Windows 10 Universal apps:
As mentioned earlier, Windows 10 has been rebuilt as one platform for all devices. This includes a single app store for all devices, whether it is for your Windows Phone, tablet or PC. Universal apps on Windows 10 for PC will run within a separate window.
Building on the great feature that is ‘Snap', Windows 10 will provide new features allowing tiling of windows, snapping side-by-side and also ‘virtual multi-desktop modes' to spread windows across multiple virtual desktops.
Overall, the new Windows 10 is looking to be a fantastic addition to the Windows OS family. It feels like Microsoft have taken all the good things we love about Windows and refined them to make a polished experience.
For more information on Windows 10, read Microsoft's press release here.
If you are interested in trying Windows 10, the technical preview is available following this link. Please be aware that this is a preview of the Operating System, and is in no way stable and issues may potentially occur when using the preview release.
Update, 8th October 2014
Today the media reported that Microsoft is 'keylogging' anyone that has installed the Windows 10 preview. Exactly what Microsoft is tracking, and to what extent, has been varied.
Luckily Pete, our Technical Director, had the opportunity to speak to a Microsoft employee at IPEXPO a few hours after the news broke.
Pete was keen to find out if there's an 'opt-out' option. We have been eagerly testing Windows 10 in the office with good results so far, but without knowing the full picture we're understandably reluctant to continue.
Unfortunately, they couldn't confirm anything about opting out during the conversation, but they did reveal a couple of exciting developments coming our way in November.
I'm sure there will be further reports about this over the coming days.

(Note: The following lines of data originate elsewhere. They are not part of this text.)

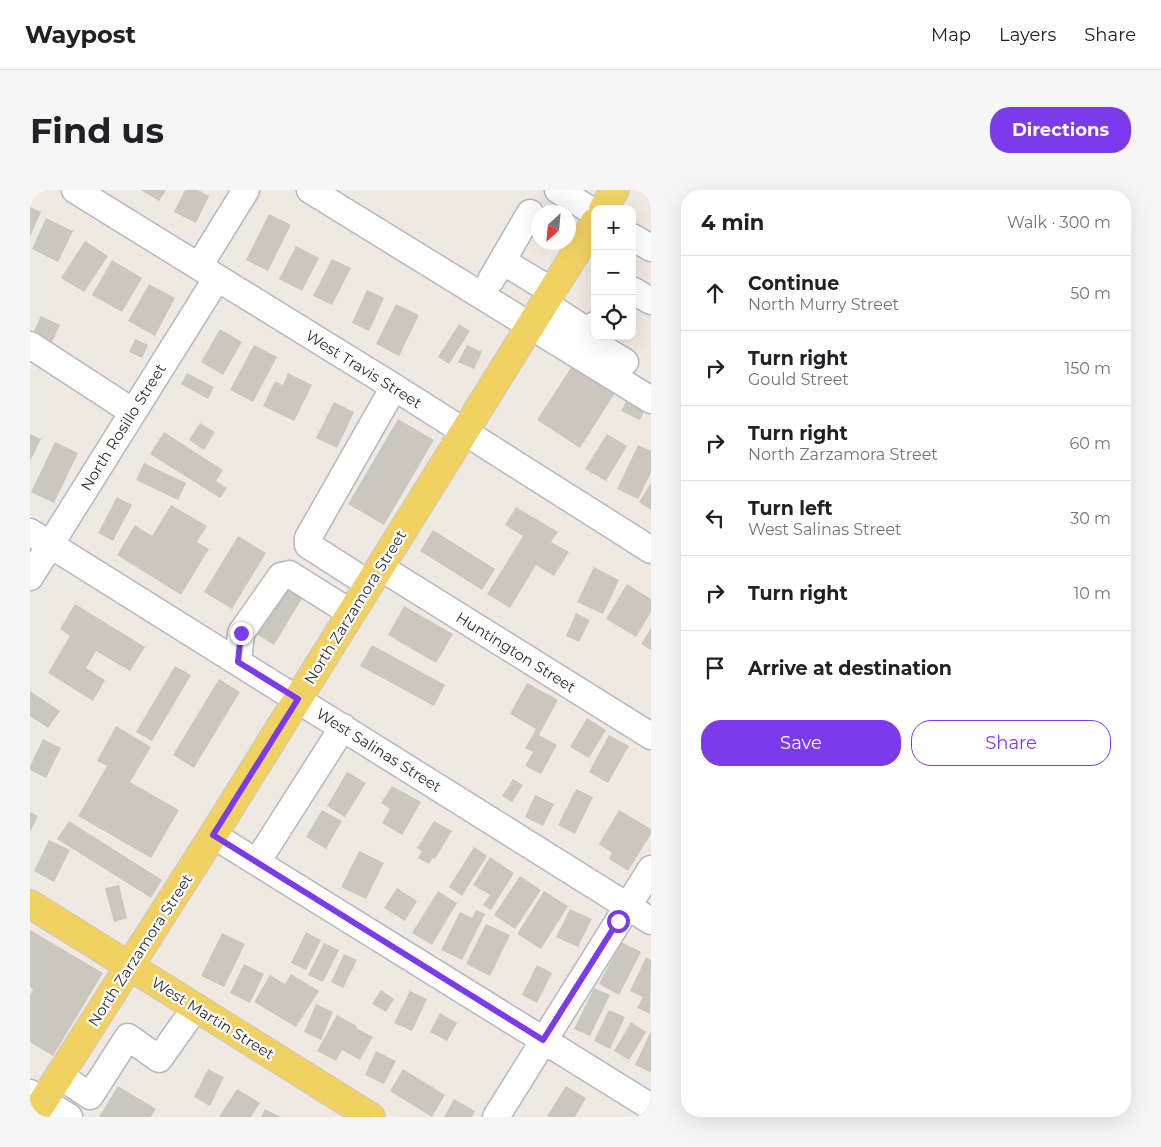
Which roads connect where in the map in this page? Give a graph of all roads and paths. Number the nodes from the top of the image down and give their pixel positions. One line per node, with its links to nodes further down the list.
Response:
1 (75, 190): 12 (street, West Travis Street)
2 (246, 190): 12 (street, North Rosillo Street)
3 (310, 190): 15 (street)
4 (558, 190): 7 (street)
5 (615, 190): 6 (main road)
6 (606, 205)
7 (591, 211)
8 (530, 213): 15 (street)
9 (591, 228): 15 (main road, North Zarzamora Street)
10 (636, 239): 11 (street)
11 (651, 248)
12 (208, 272): 20 (street, West Travis Street); 22 (street, North Rosillo Street)
13 (636, 292): 14 (street)
14 (651, 301)
15 (542, 306): 16 (street); 21 (street); 23 (main road, North Zarzamora Street)
16 (591, 329)
17 (594, 340): 19 (street)
18 (30, 345): 22 (street)
19 (651, 378)
20 (394, 387): 23 (street, West Travis Street); 26 (street, Huntington Street)
21 (651, 400)
22 (133, 412): 24 (street, North Rosillo Street)
23 (464, 433): 25 (street, West Travis Street); 26 (main road, North Zarzamora Street)
24 (40, 538): 27 (street, North Rosillo Street); 29 (street, West Salinas Street)
25 (651, 550)
26 (375, 576): 28 (main road, North Zarzamora Street); 32 (street, Huntington Street)
27 (30, 577)
28 (351, 613): 29 (street); 30 (main road, North Zarzamora Street)
29 (238, 662): 30 (street, West Salinas Street)
30 (298, 699): 31 (street, West Salinas Street); 33 (main road, North Zarzamora Street)
31 (343, 727): 34 (street); 37 (street, West Salinas Street)
32 (651, 736)
33 (213, 835): 34 (street); 39 (main road, North Zarzamora Street)
34 (257, 862): 43 (street)
35 (651, 869): 37 (street)
36 (30, 904): 39 (main road, West Martin Street)
37 (627, 907): 38 (street, West Salinas Street); 43 (street)
38 (651, 921)
39 (130, 966): 40 (main road, West Martin Street); 41 (main road, North Zarzamora Street)
40 (196, 1008): 42 (street); 48 (main road, West Martin Street)
41 (97, 1017): 42 (street); 44 (main road, North Zarzamora Street)
42 (128, 1037): 44 (street)
43 (543, 1040): 46 (street); 49 (street)
44 (59, 1076): 45 (main road, North Zarzamora Street)
45 (35, 1104): 47 (street)
46 (651, 1107)
47 (69, 1117)
48 (371, 1117)
49 (496, 1117)

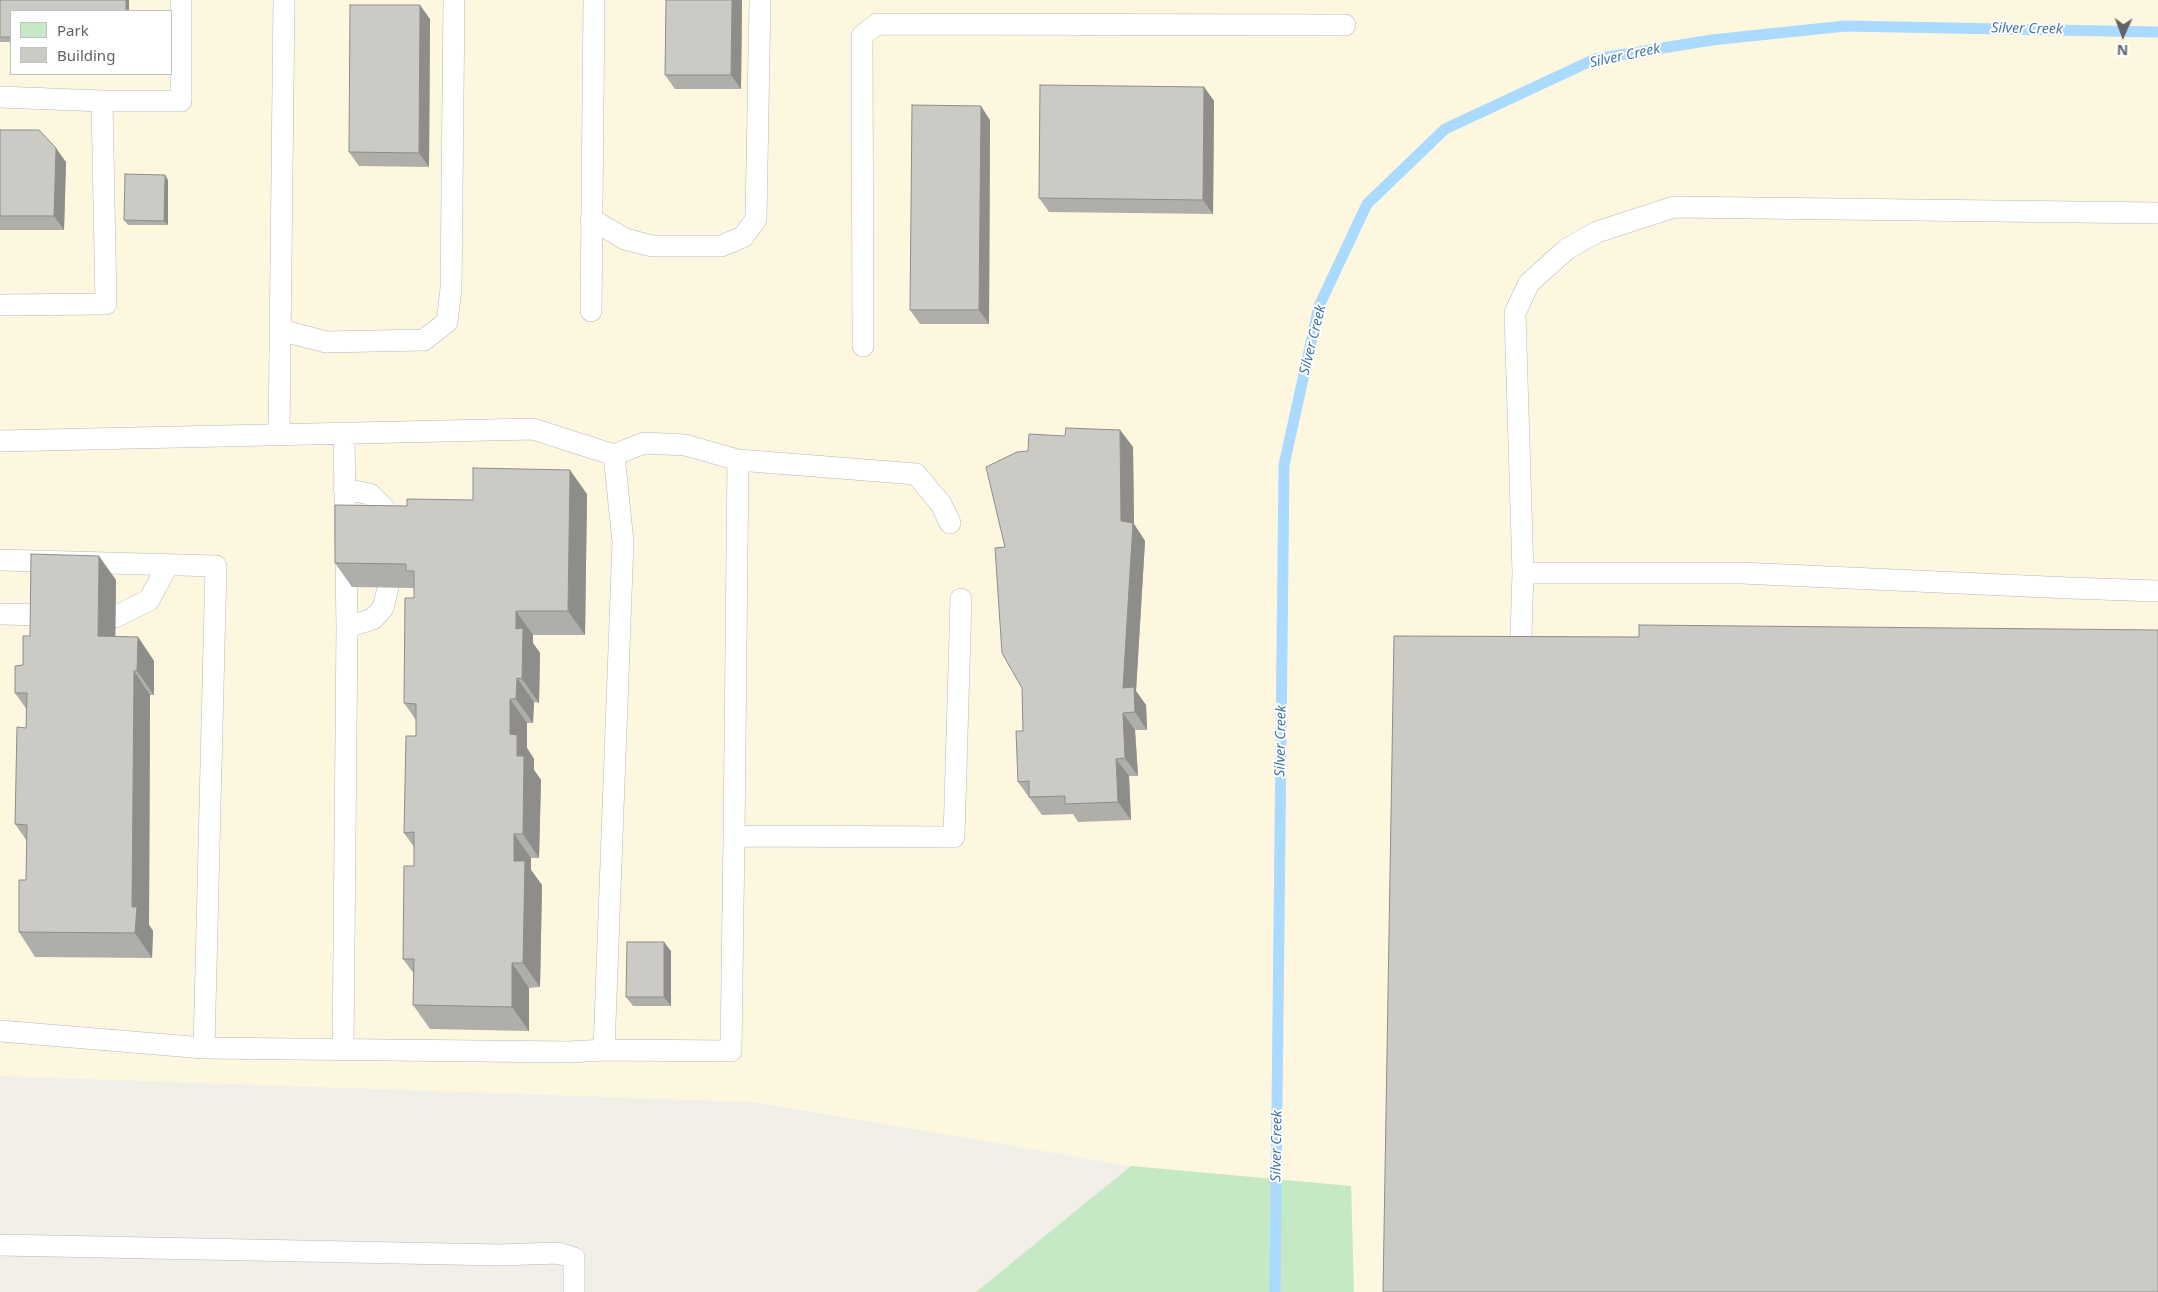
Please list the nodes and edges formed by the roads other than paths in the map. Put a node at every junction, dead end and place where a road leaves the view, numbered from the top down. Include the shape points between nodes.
1 (181, 0) edge
2 (284, 0) edge
3 (454, 0) edge
4 (594, 0) edge
5 (760, 0) edge
6 (1345, 25) dead end
7 (0, 97) edge
8 (102, 101) junction
9 (2158, 213) edge
10 (591, 219) junction
11 (0, 305) edge
12 (591, 311) dead end
13 (280, 330) junction
14 (863, 346) dead end
15 (344, 434) junction
16 (279, 435) junction
17 (0, 441) edge
18 (614, 455) junction
19 (738, 460) junction
20 (344, 489) junction
21 (950, 523) dead end
22 (390, 529) edge
23 (0, 560) edge
24 (168, 564) junction
25 (1523, 573) junction
26 (388, 588) edge
27 (2158, 591) edge
28 (960, 598) dead end
29 (0, 614) edge
30 (47, 615) edge
31 (115, 617) dead end
32 (347, 626) junction
33 (1520, 681) edge
34 (734, 836) junction
35 (0, 1031) edge
36 (204, 1048) junction
37 (343, 1050) junction
38 (604, 1050) junction
39 (0, 1245) edge
40 (574, 1292) edge

1 - 8 lane via 181,101
2 - 13 lane
3 - 13 lane via 451,288 447,322 424,340 326,342
4 - 10 lane
5 - 10 lane via 756,219 743,237 721,246 652,246 625,239
6 - 14 lane via 877,24 862,36
7 - 8 lane
8 - 11 lane via 106,304
9 - 25 lane via 1674,207 1597,232 1567,249 1529,283 1515,312
10 - 12 lane
13 - 16 lane
15 - 16 lane
15 - 18 lane via 533,429
15 - 20 lane
16 - 17 lane
18 - 19 lane via 644,443 685,445
18 - 38 lane via 623,542
19 - 21 lane via 916,474 941,504
19 - 34 lane
20 - 22 lane via 370,494 384,508
20 - 32 lane
23 - 24 lane
24 - 31 lane via 149,600
24 - 36 lane via 216,566
25 - 27 lane via 1741,573
25 - 33 lane
26 - 32 lane via 383,608 373,619
28 - 34 lane via 954,837
29 - 30 lane
32 - 37 lane
34 - 38 lane via 732,1051
35 - 36 lane
36 - 37 lane
37 - 38 lane
39 - 40 lane via 500,1255 558,1253 574,1258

Whilst we, just like any user, would naturally be concerned about 'keylogging' it's important to remember there are two sides to every argument. If Microsoft can responsibly use this information, and enhance a product for the consumer's gain, then is that a bad thing? As Pete says, "it's nice to see they want to listen to us". We will continue to test it, but until Microsoft clarifies what is being recorded, we'll be using testing credentials only!